# Instructions to follow
From the entries below, transcribe exactly the lines between the line holding "middle tip: (640, 477)" and the line holding "pinky mcp: (758, 431)", inclusive; skip all other lines.

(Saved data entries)
╔══

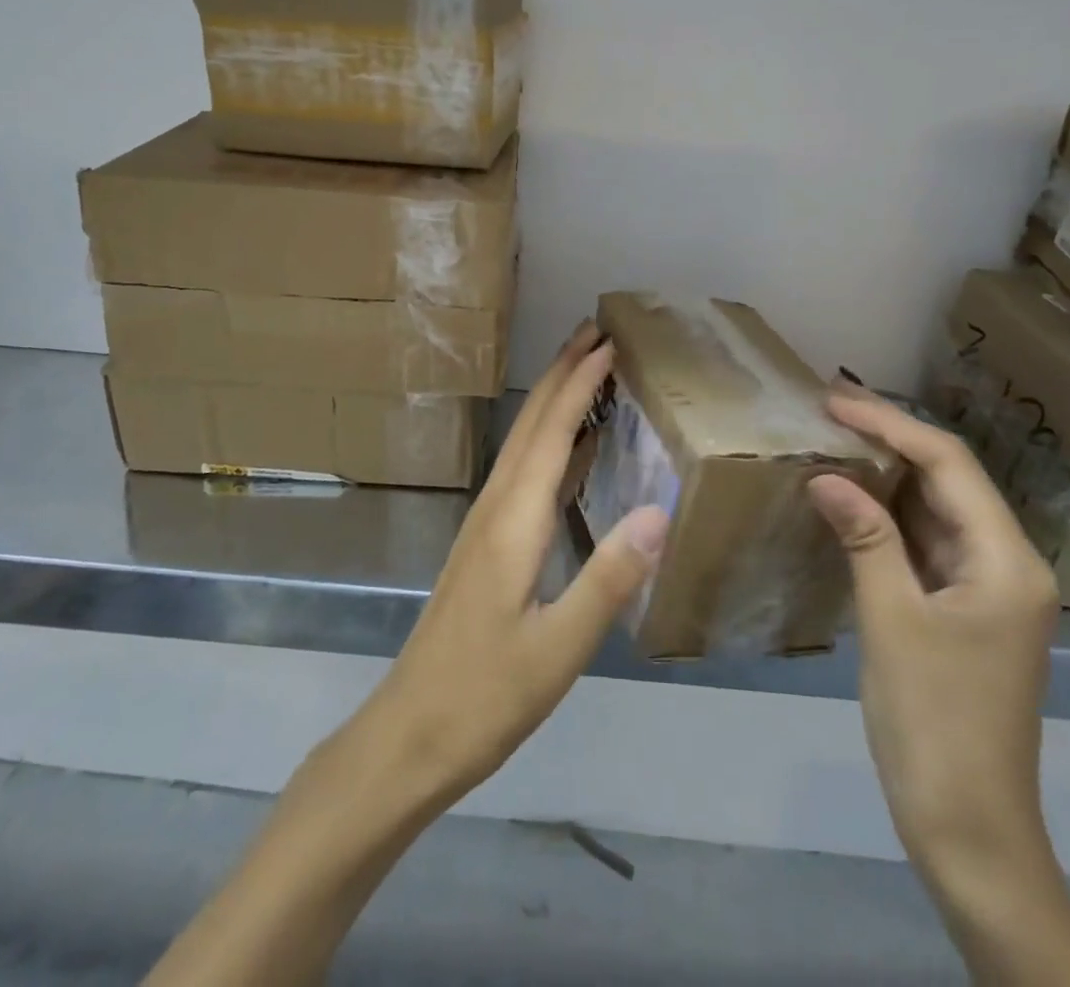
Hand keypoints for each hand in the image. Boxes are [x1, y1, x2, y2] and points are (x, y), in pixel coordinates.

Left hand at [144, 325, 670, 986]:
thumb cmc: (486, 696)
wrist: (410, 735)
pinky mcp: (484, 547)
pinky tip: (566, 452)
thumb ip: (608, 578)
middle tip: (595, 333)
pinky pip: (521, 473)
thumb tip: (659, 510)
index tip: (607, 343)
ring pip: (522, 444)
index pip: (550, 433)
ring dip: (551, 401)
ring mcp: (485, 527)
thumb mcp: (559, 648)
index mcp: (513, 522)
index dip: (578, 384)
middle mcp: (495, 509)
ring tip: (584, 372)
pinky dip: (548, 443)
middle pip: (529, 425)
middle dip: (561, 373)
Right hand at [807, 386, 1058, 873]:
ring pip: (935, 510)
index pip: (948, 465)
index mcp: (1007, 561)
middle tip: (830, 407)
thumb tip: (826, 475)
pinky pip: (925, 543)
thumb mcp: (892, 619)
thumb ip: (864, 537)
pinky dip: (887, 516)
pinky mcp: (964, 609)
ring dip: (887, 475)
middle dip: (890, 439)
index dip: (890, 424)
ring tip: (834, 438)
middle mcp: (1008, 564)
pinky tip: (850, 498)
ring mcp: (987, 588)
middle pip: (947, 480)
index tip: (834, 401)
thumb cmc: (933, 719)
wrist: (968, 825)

╚══
╔══

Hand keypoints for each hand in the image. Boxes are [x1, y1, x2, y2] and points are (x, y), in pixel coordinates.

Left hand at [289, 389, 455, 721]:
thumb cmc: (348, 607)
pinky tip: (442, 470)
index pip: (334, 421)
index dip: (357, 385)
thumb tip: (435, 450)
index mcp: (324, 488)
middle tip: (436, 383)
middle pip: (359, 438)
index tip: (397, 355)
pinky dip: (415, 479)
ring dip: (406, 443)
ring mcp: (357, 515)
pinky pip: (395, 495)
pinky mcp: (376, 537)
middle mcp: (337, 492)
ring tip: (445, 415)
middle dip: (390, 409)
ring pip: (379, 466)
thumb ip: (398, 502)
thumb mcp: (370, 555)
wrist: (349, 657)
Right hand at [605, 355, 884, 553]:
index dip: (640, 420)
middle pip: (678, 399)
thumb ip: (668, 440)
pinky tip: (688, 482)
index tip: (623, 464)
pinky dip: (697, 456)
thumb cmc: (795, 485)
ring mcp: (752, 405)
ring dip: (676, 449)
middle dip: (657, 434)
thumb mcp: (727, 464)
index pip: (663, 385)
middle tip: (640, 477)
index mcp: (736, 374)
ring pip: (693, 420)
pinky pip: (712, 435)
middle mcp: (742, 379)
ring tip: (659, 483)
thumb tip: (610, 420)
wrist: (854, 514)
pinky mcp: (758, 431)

╚══

# Response to the exercise
middle tip: (640, 477)
index mcp: (736, 374)
ring pip: (693, 420)
pinky pip: (712, 435)
middle mcp: (742, 379)
ring tip: (659, 483)
thumb tip: (610, 420)
wrist: (854, 514)
pinky mcp: (758, 431)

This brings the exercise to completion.